This Whole Foods won’t consume your whole paycheck.

New York City’s first Whole Foods Market 365 — a cheaper offshoot of the upscale supermarket chain — is set to open in Fort Greene, Brooklyn, on Jan. 31, the company said this week.

The 40,000-square-foot store on the ground and basement floors of a new high-rise at 292 Ashland Pl. plants a flag for the brand just blocks away from the Trader Joe’s at the City Point retail complex, which dropped anchor in June.

Both the Whole Foods Market 365 and Trader Joe’s grocery chains are targeting the budget-conscious foodie: In a news release announcing the opening date for 365’s first location on the East Coast, president Jeff Turnas stressed it would “provide a fantastic combination of convenience, quality and value to families, students and commuters alike.”
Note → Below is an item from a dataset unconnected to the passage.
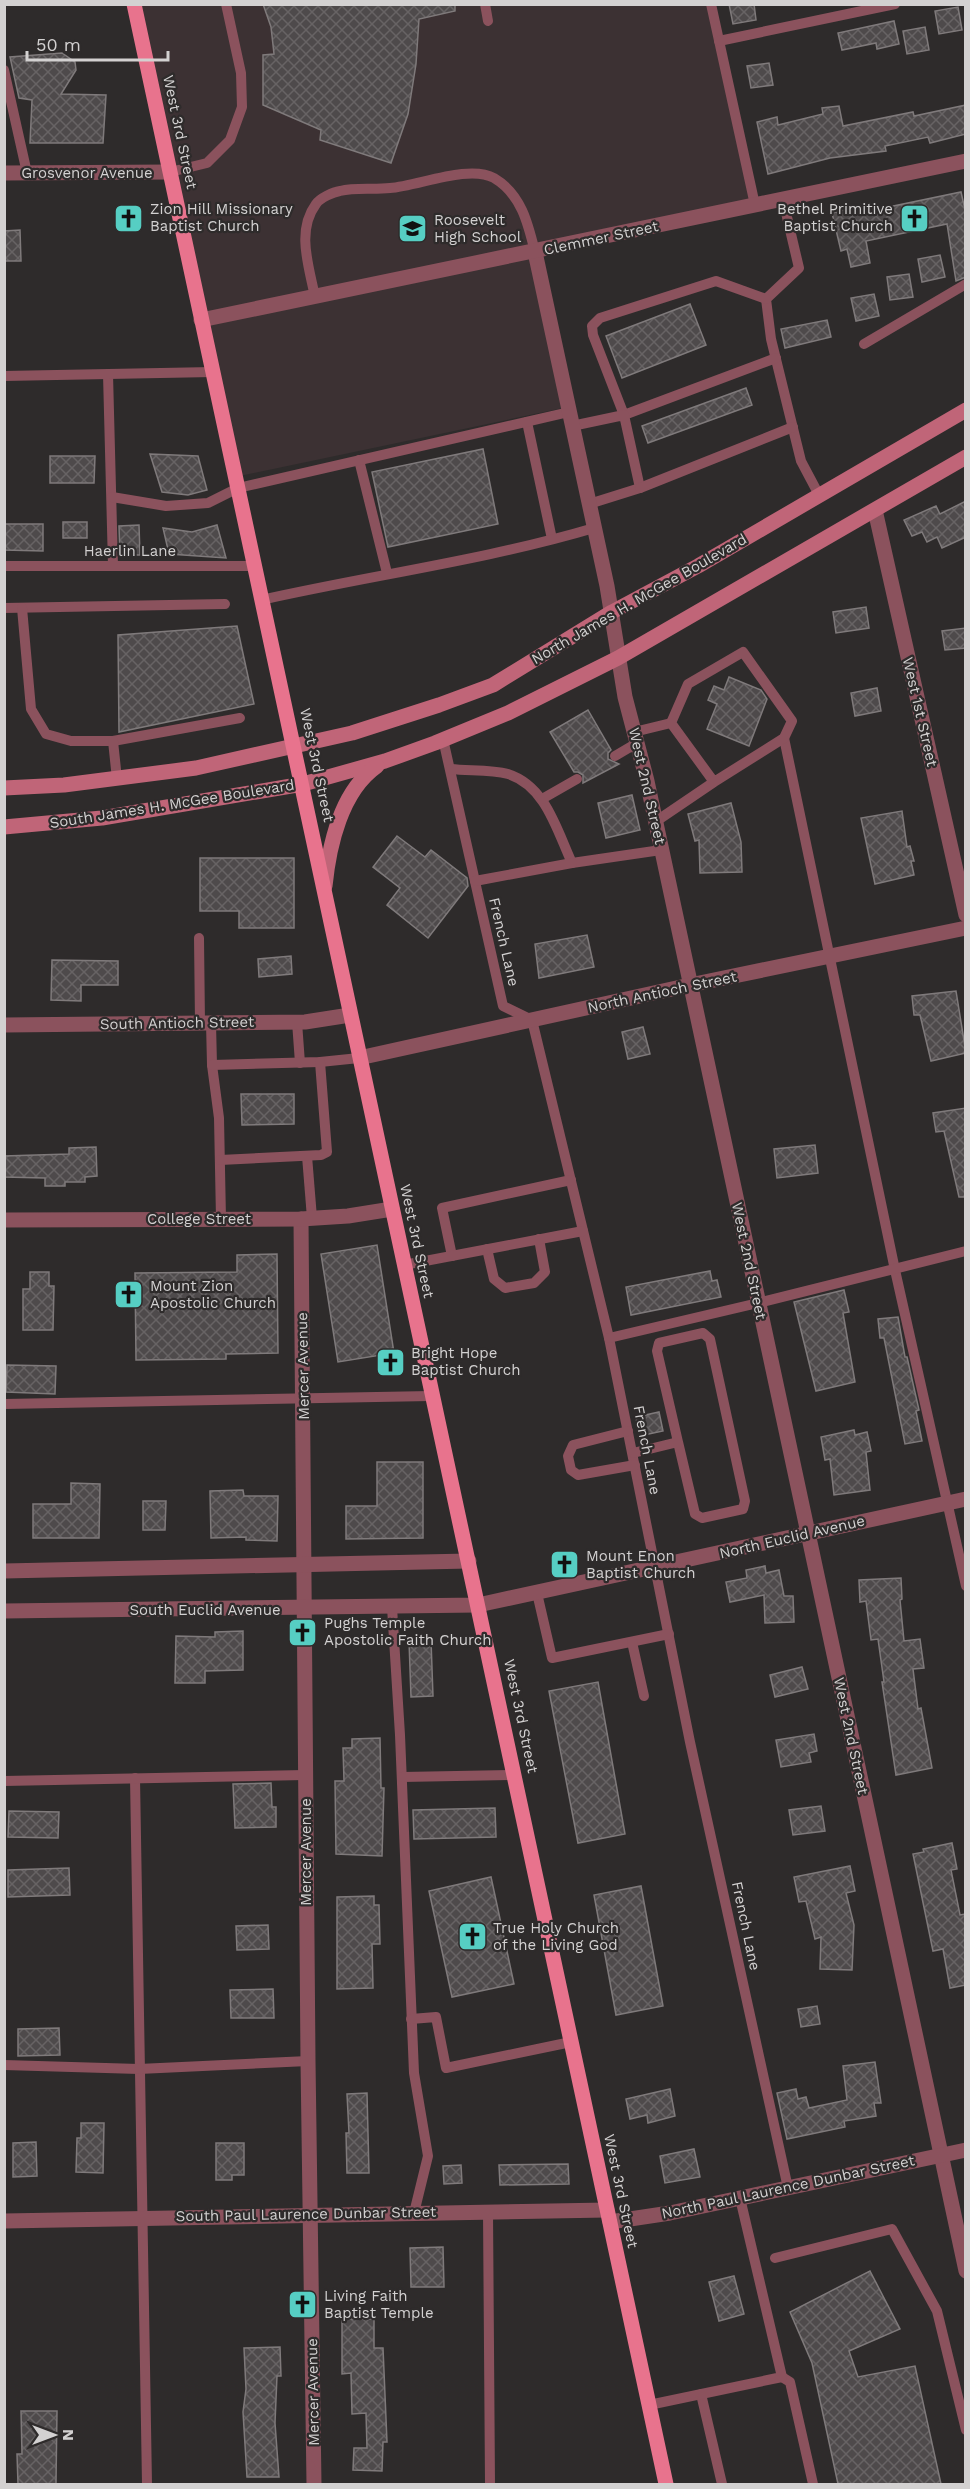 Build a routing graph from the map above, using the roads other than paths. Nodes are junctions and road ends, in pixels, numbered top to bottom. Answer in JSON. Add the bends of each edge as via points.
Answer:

The new supermarket in the 300 Ashland luxury apartment building will stock Whole Foods Market products, including the economical 365 line, and independent brands, too, Whole Foods spokesman Ted Kwong said. New Yorkers can expect to see grab-and-go items, organic produce and sustainable seafood on shelves and in fridges.

While Trader Joe’s puts an emphasis on “great” food (a slippery adjective the company doesn’t define on its website), Whole Foods promises shoppers an inventory “free of artificial flavors, colors, sweeteners, preservatives and hydrogenated fats.”

The company’s latest 365 outpost at the intersection of Ashland Place and Lafayette Avenue will feature a coffee bar and artisanal bakery by the Upper East Side-born Orwashers, a vegan burger counter and a Juice Press bar — perks the Downtown Brooklyn Trader Joe’s can outsource to its neighbor, the DeKalb Market Hall.

Who might win in the Whole Foods 365 v. Trader Joe’s showdown?

Kwong declined to weigh in: “We’re just excited to provide a great source of convenient natural and organic foods at great value to the Fort Greene community,” he said.

News of the Whole Foods 365’s arrival first broke in January, when the developer behind 300 Ashland announced its ground-floor tenant.